Task goal -
The answer required is how many lines of the following entries contain the word "Драгомирова", with no other words.

Task input -
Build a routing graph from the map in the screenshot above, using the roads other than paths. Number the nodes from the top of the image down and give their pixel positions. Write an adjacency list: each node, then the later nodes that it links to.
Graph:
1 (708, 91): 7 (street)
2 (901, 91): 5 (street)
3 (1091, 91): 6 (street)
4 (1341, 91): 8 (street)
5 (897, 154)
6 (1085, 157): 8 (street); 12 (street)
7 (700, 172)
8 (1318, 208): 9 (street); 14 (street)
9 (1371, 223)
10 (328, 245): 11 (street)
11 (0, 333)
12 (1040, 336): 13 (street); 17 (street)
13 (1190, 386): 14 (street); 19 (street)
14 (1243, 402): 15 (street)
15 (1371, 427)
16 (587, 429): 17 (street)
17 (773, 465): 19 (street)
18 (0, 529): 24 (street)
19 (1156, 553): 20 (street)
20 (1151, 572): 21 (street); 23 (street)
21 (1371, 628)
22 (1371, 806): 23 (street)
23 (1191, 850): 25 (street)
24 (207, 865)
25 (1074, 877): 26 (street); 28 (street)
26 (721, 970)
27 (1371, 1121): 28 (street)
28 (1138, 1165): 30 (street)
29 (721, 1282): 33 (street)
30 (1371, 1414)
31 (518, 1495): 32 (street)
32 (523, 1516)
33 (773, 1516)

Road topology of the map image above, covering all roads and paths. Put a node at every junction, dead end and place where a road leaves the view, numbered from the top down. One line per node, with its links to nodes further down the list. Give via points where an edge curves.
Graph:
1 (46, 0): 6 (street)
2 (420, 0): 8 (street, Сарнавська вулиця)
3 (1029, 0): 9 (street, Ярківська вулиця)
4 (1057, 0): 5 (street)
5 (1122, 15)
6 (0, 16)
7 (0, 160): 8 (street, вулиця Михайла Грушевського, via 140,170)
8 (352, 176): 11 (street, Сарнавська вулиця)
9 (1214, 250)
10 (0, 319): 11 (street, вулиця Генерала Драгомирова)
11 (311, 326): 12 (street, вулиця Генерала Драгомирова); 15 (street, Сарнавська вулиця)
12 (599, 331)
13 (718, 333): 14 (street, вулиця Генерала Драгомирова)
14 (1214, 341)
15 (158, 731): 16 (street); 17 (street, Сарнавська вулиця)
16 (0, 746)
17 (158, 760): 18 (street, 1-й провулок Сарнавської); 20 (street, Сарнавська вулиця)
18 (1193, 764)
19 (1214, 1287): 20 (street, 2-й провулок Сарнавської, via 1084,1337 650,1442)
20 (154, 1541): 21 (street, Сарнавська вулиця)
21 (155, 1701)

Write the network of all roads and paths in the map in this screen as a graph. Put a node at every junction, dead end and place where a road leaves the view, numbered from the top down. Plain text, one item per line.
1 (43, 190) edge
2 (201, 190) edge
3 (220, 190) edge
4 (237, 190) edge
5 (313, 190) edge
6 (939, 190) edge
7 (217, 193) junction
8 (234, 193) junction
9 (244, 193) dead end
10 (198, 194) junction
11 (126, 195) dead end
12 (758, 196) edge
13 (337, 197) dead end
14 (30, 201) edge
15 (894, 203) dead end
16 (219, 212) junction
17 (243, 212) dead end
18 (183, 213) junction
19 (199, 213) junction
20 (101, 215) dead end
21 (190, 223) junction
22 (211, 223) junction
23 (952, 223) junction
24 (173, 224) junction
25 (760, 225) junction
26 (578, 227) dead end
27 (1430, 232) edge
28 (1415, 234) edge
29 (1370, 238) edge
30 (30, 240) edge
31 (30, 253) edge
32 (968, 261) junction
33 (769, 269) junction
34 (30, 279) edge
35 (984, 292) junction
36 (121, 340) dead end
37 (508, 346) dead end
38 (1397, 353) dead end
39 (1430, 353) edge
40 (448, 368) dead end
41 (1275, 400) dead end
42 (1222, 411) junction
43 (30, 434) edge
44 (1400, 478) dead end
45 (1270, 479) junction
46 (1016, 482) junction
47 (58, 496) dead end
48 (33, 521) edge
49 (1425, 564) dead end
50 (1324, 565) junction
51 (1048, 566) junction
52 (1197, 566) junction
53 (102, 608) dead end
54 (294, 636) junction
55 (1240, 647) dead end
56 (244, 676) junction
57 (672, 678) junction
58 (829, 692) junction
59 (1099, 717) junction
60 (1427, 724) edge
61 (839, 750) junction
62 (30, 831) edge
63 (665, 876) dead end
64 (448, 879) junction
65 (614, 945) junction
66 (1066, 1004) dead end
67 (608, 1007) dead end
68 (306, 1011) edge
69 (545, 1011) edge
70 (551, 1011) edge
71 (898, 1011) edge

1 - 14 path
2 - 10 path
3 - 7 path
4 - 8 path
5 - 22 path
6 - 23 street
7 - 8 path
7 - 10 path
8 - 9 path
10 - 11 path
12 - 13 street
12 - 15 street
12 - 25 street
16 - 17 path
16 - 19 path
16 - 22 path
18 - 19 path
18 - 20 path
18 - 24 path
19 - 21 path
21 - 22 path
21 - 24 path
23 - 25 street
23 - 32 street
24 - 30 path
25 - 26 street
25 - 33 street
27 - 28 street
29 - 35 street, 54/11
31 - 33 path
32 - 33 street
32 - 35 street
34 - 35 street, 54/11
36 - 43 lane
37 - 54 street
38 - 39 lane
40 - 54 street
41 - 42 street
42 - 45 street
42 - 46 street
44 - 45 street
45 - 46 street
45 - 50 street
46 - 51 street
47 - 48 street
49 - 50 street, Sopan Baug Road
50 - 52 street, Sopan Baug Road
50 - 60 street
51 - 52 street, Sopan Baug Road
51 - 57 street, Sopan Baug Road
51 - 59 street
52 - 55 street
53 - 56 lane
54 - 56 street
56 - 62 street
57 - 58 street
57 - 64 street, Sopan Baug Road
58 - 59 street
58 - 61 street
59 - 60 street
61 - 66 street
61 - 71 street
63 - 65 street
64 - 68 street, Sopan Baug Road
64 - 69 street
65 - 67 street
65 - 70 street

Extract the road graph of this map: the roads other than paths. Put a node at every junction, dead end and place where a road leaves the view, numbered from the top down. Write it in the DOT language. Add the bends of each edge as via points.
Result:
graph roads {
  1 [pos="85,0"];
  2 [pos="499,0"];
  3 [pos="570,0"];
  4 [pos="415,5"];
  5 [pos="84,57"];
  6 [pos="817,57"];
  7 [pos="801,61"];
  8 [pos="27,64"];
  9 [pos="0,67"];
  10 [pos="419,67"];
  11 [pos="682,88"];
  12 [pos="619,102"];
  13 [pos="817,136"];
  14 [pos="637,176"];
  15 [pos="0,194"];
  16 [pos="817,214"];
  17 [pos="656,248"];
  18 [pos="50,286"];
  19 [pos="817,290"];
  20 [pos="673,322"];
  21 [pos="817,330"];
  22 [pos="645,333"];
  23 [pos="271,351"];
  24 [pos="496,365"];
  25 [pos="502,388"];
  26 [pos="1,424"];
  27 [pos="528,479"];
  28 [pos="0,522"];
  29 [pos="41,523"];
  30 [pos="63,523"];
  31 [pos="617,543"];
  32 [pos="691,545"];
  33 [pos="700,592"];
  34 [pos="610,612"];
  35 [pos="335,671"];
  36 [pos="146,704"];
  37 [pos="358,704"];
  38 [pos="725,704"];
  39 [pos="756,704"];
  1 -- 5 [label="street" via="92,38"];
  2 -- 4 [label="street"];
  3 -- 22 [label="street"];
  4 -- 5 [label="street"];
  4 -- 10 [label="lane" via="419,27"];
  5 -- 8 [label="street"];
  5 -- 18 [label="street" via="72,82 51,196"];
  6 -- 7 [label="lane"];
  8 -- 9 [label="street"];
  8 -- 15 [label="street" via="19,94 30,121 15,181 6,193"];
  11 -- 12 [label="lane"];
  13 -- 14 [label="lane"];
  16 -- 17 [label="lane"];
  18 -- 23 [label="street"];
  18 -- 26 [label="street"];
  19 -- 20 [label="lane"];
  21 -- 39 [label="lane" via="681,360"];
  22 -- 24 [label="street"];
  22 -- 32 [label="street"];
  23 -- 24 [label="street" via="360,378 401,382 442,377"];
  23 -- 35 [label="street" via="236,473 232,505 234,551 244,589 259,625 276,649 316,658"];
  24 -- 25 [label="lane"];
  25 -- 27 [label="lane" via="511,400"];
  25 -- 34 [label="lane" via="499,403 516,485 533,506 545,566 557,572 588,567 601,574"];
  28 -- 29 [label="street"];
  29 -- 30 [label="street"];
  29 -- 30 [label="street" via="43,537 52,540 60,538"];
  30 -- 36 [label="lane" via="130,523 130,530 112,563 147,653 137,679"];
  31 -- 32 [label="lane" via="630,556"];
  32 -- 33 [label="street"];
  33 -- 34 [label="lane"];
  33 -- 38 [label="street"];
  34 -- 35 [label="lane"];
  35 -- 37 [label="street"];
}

Exercise response -
3